▶ [Exercise description] Set out the listing word for word. End with the line that contains "Build a routing".

┌────────

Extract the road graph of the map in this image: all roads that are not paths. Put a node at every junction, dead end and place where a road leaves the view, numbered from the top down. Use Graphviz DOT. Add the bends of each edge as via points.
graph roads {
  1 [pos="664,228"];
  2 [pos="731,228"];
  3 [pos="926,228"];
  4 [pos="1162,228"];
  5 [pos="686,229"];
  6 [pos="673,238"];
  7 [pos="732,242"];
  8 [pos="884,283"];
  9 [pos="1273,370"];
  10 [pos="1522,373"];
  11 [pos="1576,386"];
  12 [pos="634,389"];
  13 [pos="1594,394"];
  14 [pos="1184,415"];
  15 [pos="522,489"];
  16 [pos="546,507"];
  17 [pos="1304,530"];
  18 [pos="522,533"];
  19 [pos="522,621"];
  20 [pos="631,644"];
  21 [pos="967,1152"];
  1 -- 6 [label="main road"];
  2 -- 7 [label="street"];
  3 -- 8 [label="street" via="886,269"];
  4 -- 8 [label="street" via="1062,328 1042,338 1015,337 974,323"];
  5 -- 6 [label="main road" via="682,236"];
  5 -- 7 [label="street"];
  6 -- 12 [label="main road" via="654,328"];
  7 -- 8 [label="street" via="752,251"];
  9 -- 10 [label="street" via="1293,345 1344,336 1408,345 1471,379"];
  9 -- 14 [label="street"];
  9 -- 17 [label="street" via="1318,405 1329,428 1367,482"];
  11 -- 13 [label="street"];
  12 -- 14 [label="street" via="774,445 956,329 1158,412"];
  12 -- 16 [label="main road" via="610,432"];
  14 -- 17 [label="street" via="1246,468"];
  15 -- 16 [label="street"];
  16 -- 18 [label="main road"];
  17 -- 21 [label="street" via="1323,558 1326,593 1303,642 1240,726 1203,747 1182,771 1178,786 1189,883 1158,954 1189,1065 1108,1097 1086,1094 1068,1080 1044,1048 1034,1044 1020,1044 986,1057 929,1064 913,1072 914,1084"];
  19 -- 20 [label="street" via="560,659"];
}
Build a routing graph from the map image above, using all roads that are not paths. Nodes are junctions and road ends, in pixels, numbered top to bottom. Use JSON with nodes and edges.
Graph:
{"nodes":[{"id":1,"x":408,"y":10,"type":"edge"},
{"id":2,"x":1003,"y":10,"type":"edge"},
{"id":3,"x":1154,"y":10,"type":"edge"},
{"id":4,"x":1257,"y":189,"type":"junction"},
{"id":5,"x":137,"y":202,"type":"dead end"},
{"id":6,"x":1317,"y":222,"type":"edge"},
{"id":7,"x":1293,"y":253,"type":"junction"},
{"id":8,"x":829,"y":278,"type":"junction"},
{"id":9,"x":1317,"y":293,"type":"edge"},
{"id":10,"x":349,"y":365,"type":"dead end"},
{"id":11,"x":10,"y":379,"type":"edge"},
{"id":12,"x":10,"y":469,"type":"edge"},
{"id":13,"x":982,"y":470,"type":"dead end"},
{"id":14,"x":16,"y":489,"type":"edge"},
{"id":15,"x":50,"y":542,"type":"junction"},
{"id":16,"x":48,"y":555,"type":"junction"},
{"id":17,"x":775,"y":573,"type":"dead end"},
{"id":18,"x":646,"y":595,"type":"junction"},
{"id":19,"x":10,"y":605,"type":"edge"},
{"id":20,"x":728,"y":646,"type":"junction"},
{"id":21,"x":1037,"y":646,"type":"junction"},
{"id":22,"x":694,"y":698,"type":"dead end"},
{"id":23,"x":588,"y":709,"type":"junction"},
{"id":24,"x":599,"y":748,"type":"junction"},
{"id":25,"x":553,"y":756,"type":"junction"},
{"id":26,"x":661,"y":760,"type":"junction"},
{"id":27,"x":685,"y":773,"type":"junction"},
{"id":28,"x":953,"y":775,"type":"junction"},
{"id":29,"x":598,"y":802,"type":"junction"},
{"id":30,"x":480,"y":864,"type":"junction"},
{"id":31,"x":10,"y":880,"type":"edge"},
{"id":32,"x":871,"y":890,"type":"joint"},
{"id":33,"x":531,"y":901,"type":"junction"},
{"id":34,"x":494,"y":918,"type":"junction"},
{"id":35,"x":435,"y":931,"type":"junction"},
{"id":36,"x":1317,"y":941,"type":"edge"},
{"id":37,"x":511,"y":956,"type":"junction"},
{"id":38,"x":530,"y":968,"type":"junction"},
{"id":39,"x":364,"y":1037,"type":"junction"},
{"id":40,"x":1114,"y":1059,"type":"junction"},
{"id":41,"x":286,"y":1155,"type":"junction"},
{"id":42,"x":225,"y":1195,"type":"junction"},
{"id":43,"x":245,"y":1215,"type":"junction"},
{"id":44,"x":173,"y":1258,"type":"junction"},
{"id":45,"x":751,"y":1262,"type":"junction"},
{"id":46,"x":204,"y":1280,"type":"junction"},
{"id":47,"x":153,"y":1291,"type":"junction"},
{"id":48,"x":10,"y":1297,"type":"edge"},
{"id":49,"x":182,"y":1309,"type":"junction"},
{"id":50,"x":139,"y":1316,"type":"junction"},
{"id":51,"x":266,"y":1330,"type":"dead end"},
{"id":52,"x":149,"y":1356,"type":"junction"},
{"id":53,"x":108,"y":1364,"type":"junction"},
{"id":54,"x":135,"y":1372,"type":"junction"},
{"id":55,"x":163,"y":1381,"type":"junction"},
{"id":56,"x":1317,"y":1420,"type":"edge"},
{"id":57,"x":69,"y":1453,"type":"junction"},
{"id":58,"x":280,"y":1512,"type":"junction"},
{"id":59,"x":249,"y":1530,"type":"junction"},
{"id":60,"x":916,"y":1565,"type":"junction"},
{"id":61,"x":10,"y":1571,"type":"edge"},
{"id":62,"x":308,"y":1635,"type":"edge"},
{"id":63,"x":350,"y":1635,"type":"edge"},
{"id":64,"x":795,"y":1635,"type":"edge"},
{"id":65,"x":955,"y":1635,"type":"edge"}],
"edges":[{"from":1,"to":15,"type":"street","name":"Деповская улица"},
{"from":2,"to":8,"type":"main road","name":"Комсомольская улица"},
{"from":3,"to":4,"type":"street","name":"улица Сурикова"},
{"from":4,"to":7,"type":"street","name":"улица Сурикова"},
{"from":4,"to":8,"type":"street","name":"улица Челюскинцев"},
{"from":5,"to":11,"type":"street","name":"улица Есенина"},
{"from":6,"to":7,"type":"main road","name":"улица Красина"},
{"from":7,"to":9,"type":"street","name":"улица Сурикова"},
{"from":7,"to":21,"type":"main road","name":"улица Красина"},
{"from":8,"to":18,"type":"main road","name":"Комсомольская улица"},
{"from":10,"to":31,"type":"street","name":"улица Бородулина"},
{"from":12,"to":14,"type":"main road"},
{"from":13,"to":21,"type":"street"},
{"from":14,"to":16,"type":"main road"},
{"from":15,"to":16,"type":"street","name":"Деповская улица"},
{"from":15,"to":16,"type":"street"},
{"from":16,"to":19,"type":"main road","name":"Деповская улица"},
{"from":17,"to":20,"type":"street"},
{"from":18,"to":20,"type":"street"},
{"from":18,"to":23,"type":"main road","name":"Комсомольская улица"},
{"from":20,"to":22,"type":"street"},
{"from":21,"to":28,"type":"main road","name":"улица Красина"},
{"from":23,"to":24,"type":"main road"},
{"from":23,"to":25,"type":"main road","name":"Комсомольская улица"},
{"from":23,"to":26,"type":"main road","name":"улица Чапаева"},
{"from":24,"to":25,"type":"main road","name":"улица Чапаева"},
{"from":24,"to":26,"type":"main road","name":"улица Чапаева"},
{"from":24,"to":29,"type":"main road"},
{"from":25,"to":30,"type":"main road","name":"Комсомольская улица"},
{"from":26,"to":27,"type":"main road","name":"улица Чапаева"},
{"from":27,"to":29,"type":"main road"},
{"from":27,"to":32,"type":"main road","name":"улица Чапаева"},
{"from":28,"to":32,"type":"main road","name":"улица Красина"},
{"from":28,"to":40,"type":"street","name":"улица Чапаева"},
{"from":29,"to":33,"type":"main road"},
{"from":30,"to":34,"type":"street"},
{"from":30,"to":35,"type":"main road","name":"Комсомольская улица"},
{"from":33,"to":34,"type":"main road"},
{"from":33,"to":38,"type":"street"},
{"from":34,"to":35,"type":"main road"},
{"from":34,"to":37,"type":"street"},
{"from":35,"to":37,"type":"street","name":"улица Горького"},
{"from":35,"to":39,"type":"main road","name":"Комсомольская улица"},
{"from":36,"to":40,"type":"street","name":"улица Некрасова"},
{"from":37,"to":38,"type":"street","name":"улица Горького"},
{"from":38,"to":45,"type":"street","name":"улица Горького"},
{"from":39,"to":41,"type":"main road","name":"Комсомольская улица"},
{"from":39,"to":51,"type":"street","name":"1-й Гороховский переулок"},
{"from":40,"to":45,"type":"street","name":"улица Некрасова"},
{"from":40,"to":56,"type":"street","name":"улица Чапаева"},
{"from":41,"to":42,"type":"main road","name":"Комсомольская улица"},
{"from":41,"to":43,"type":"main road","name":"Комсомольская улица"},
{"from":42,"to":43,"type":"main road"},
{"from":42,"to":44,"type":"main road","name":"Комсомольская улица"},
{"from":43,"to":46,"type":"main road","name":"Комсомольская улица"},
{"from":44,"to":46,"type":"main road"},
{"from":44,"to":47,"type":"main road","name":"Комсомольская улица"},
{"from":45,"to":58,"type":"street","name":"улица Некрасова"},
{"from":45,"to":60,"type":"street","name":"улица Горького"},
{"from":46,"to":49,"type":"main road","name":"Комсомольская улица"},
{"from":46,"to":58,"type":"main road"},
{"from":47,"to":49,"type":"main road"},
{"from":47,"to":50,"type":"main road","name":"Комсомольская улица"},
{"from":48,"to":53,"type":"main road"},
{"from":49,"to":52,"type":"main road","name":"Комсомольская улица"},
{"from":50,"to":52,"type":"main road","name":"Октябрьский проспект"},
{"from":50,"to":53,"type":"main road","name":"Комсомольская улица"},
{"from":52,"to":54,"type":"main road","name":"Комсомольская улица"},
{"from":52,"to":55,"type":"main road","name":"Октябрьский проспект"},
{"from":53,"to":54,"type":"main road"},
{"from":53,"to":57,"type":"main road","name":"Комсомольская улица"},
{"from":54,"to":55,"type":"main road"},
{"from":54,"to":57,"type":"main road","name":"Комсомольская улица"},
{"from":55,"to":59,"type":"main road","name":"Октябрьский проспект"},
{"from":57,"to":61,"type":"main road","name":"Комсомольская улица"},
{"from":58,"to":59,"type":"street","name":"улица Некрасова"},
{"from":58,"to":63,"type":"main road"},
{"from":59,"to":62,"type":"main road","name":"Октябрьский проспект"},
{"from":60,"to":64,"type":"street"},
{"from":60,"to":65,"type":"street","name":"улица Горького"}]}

└────────

▶ [Your response]
Extract the road graph of the map in this image: all roads that are not paths. Put a node at every junction, dead end and place where a road leaves the view, numbered from the top down. Use Graphviz DOT. Add the bends of each edge as via points.
graph roads {
  1 [pos="664,228"];
  2 [pos="731,228"];
  3 [pos="926,228"];
  4 [pos="1162,228"];
  5 [pos="686,229"];
  6 [pos="673,238"];
  7 [pos="732,242"];
  8 [pos="884,283"];
  9 [pos="1273,370"];
  10 [pos="1522,373"];
  11 [pos="1576,386"];
  12 [pos="634,389"];
  13 [pos="1594,394"];
  14 [pos="1184,415"];
  15 [pos="522,489"];
  16 [pos="546,507"];
  17 [pos="1304,530"];
  18 [pos="522,533"];
  19 [pos="522,621"];
  20 [pos="631,644"];
  21 [pos="967,1152"];
  1 -- 6 [label="main road"];
  2 -- 7 [label="street"];
  3 -- 8 [label="street" via="886,269"];
  4 -- 8 [label="street" via="1062,328 1042,338 1015,337 974,323"];
  5 -- 6 [label="main road" via="682,236"];
  5 -- 7 [label="street"];
  6 -- 12 [label="main road" via="654,328"];
  7 -- 8 [label="street" via="752,251"];
  9 -- 10 [label="street" via="1293,345 1344,336 1408,345 1471,379"];
  9 -- 14 [label="street"];
  9 -- 17 [label="street" via="1318,405 1329,428 1367,482"];
  11 -- 13 [label="street"];
  12 -- 14 [label="street" via="774,445 956,329 1158,412"];
  12 -- 16 [label="main road" via="610,432"];
  14 -- 17 [label="street" via="1246,468"];
  15 -- 16 [label="street"];
  16 -- 18 [label="main road"];
  17 -- 21 [label="street" via="1323,558 1326,593 1303,642 1240,726 1203,747 1182,771 1178,786 1189,883 1158,954 1189,1065 1108,1097 1086,1094 1068,1080 1044,1048 1034,1044 1020,1044 986,1057 929,1064 913,1072 914,1084"];
  19 -- 20 [label="street" via="560,659"];
}
Build a routing graph from the map image above, using all roads that are not paths. Nodes are junctions and road ends, in pixels, numbered top to bottom. Use JSON with nodes and edges.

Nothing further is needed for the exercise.